OnDeck advises the Staff that for the June 30, 2014 valuation, and subsequently, in the September 30, 2014 valuation, OnDeck began using its forecasted revenue for the current year as the basis for determining equity value for the OPM model due to the significant revenue growth experienced during the first half of 2014 and the continued revenue growth expected for the second half of 2014. The forecasted revenue for 2014 was deemed to be a more relevant indicator of value compared to the trailing twelve month revenue as of the valuation date used in previous valuations.

As it relates to the PWERM / IPO scenario, OnDeck used the forecasted revenues for the trailing twelve months ending March 31, 2015 as the basis for determining the pre-money implied equity value as of March 31, 2015 – the anticipated IPO date at the time of the valuation. This period was used to determine the equity value for the IPO scenario as the PWERM model relies on a forward-looking analysis to predict the possible future value of a company as of a specified date.

 

26. We note the December 31, 2013 retrospective valuation was calculated based on an implied equity value from the February 2014 Series E redeemable convertible preferred stock issuance. Please address the following:

 

    Describe the valuation method you used for December 31, 2013 before the retrospective valuation was completed and whether it resulted in a significantly different valuation than $7.42 per share.

OnDeck advises the Staff that, before the retrospective valuation was completed, a draft valuation was prepared as of December 31, 2013 using the market approach in the same manner as the September 30, 2013 and June 30, 2013 valuations.
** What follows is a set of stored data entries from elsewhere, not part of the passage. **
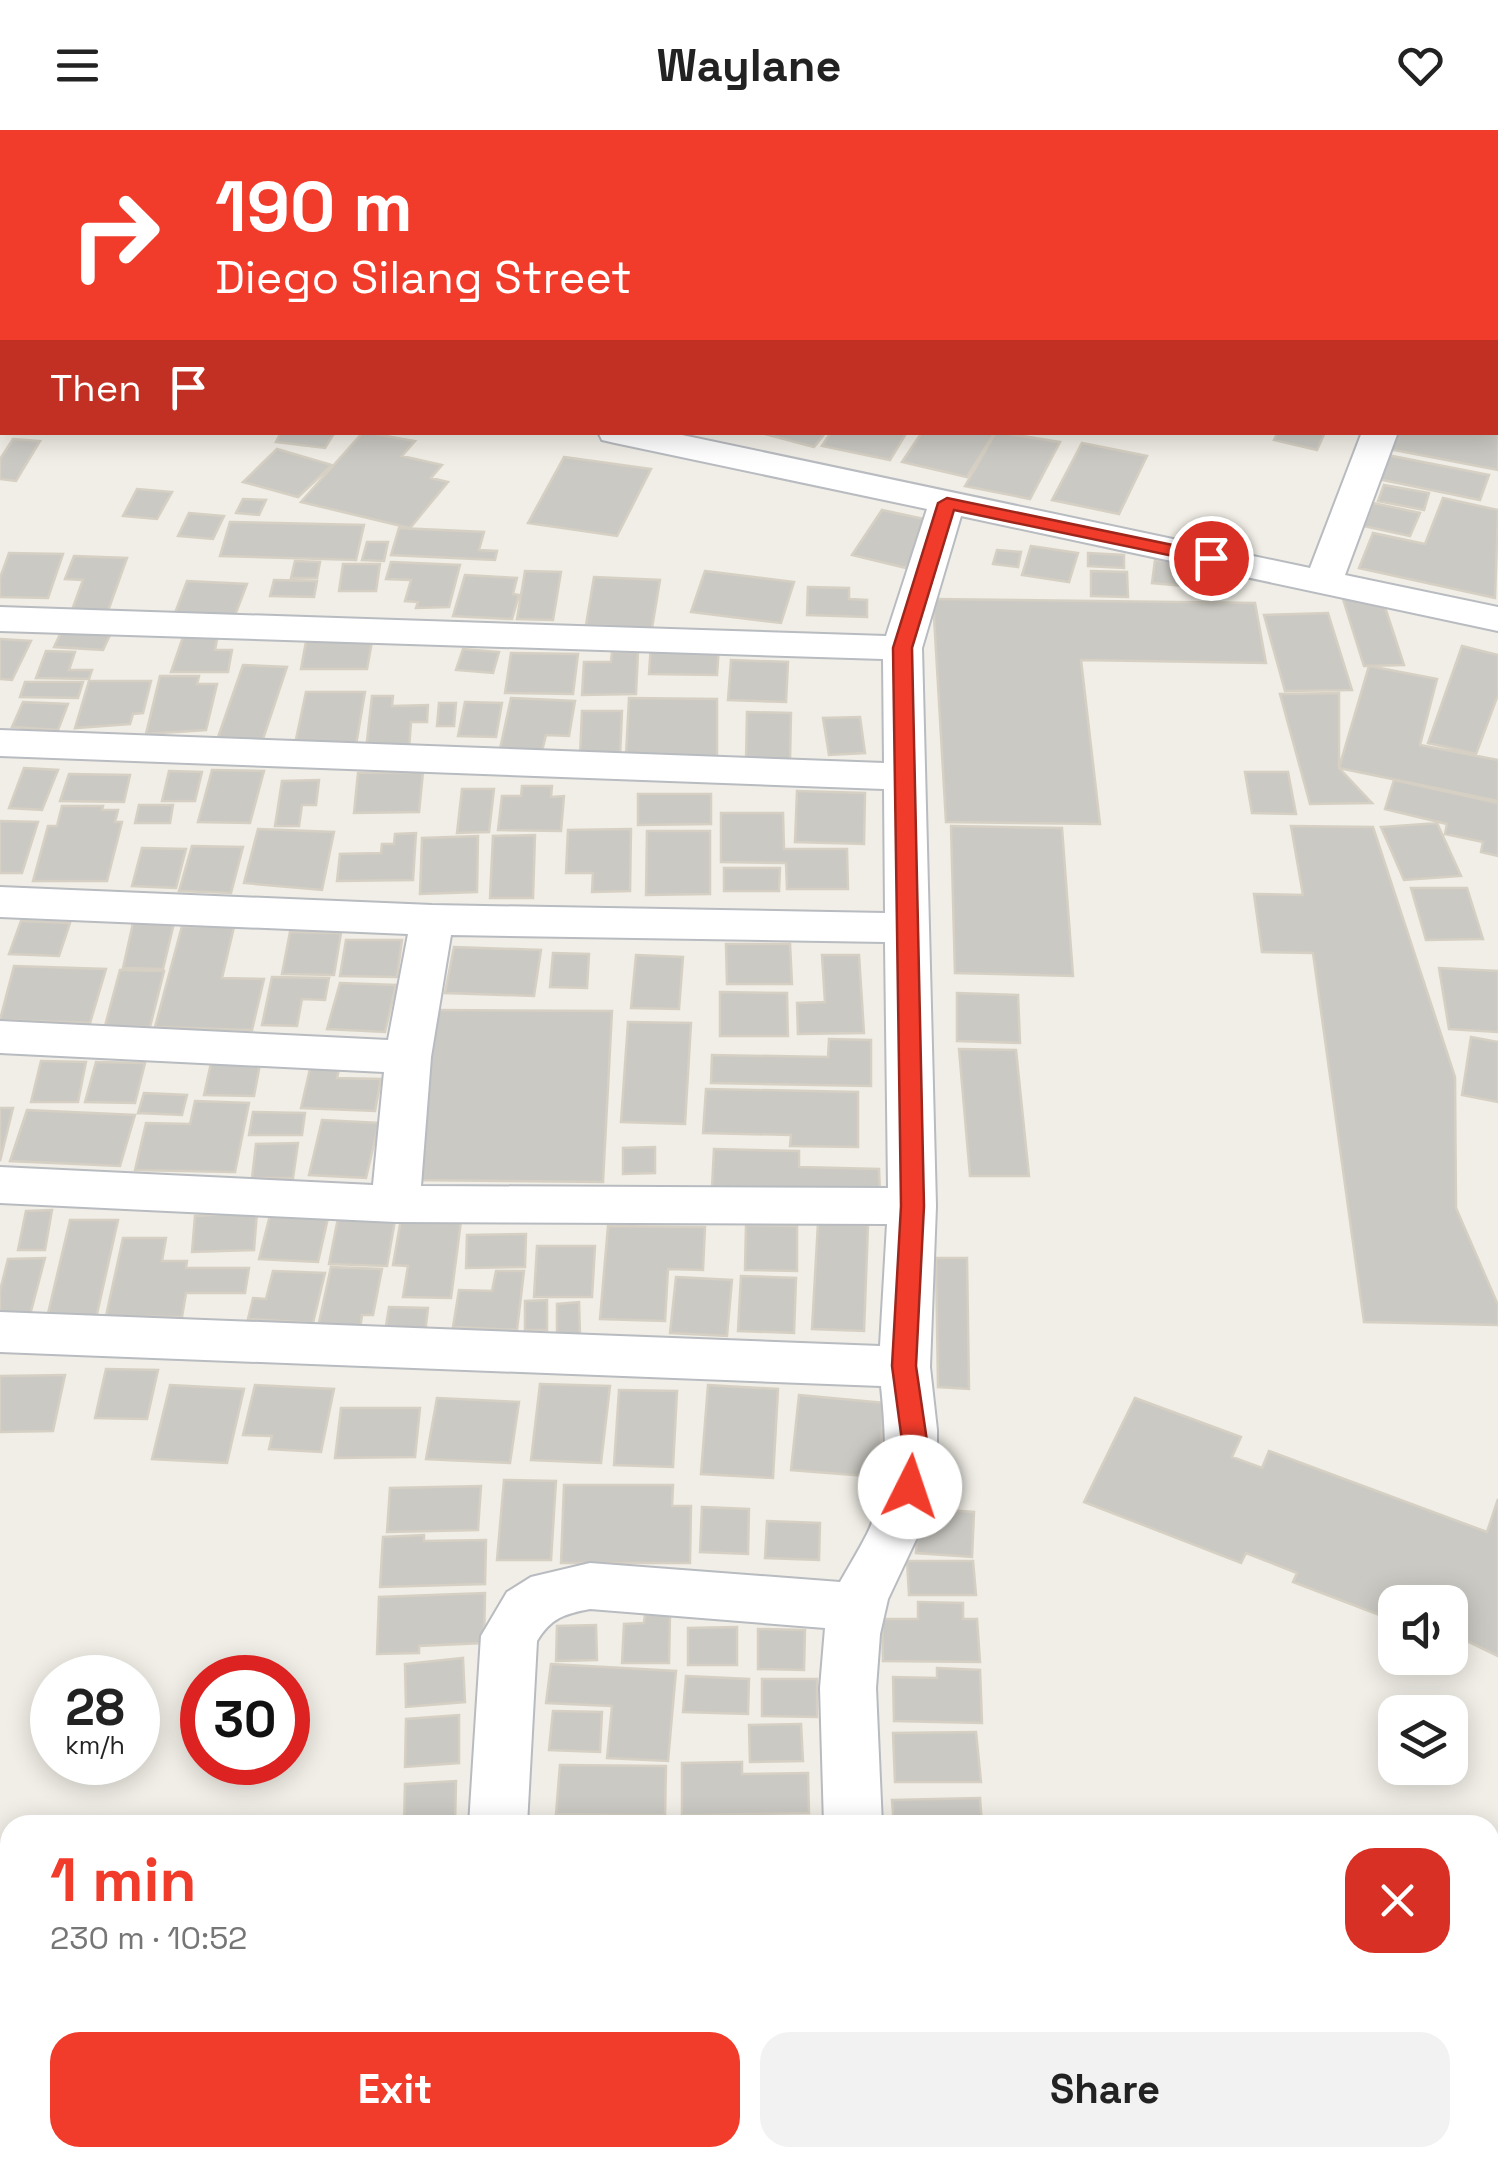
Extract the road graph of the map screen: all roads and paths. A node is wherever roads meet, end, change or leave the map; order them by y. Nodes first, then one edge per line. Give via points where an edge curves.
1 (629, 435) edge
2 (1379, 435) edge
3 (947, 503) junction
4 (1324, 582) junction
5 (0, 619) edge
6 (1498, 619) edge
7 (902, 648) junction
8 (0, 743) edge
9 (904, 777) junction
10 (0, 902) edge
11 (432, 920) junction
12 (910, 928) junction
13 (0, 1037) edge
14 (408, 1057) junction
15 (0, 1185) edge
16 (395, 1204) junction
17 (912, 1206) junction
18 (0, 1332) edge
19 (904, 1366) junction
20 (857, 1607) junction
21 (499, 1815) edge
22 (853, 1815) edge

1 - 3 street
2 - 4 street
3 - 4 street
3 - 7 street
4 - 6 street
5 - 7 street
7 - 9 street
8 - 9 street
9 - 12 street
10 - 11 street
11 - 12 street
11 - 14 street
12 - 17 street
13 - 14 street
14 - 16 street
15 - 16 street
16 - 17 street
17 - 19 street
18 - 19 street
19 - 20 street via 914,1441 910,1487 895,1534
20 - 21 street via 590,1586 550,1593 528,1609 510,1636
20 - 22 street via 851,1649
The resulting valuation of $3.69 per share of common stock, on a minority, non-marketable interest basis, was significantly lower than the price resulting from the retrospective application of the pricing of OnDeck’s private placement of Series E redeemable convertible preferred stock.

 

    Tell us how you determined that the February 2014 Series E redeemable convertible preferred stock was the most appropriate valuation method considering the preferred stock had not closed as of December 31, 2013.

OnDeck advises the Staff that, given the relative proximity of the closing of the Series E financing in February 2014 to the December 31, 2013 valuation date, the progress toward completion of the Series E financing in January and February, and the significant increase in the price of the Series E preferred stock ($29.42 per share) as compared to the price of the Series D preferred stock ($8.32 per share), it was most appropriate to use the price of the Series E preferred stock as the basis for valuation in the context of a retrospective valuation.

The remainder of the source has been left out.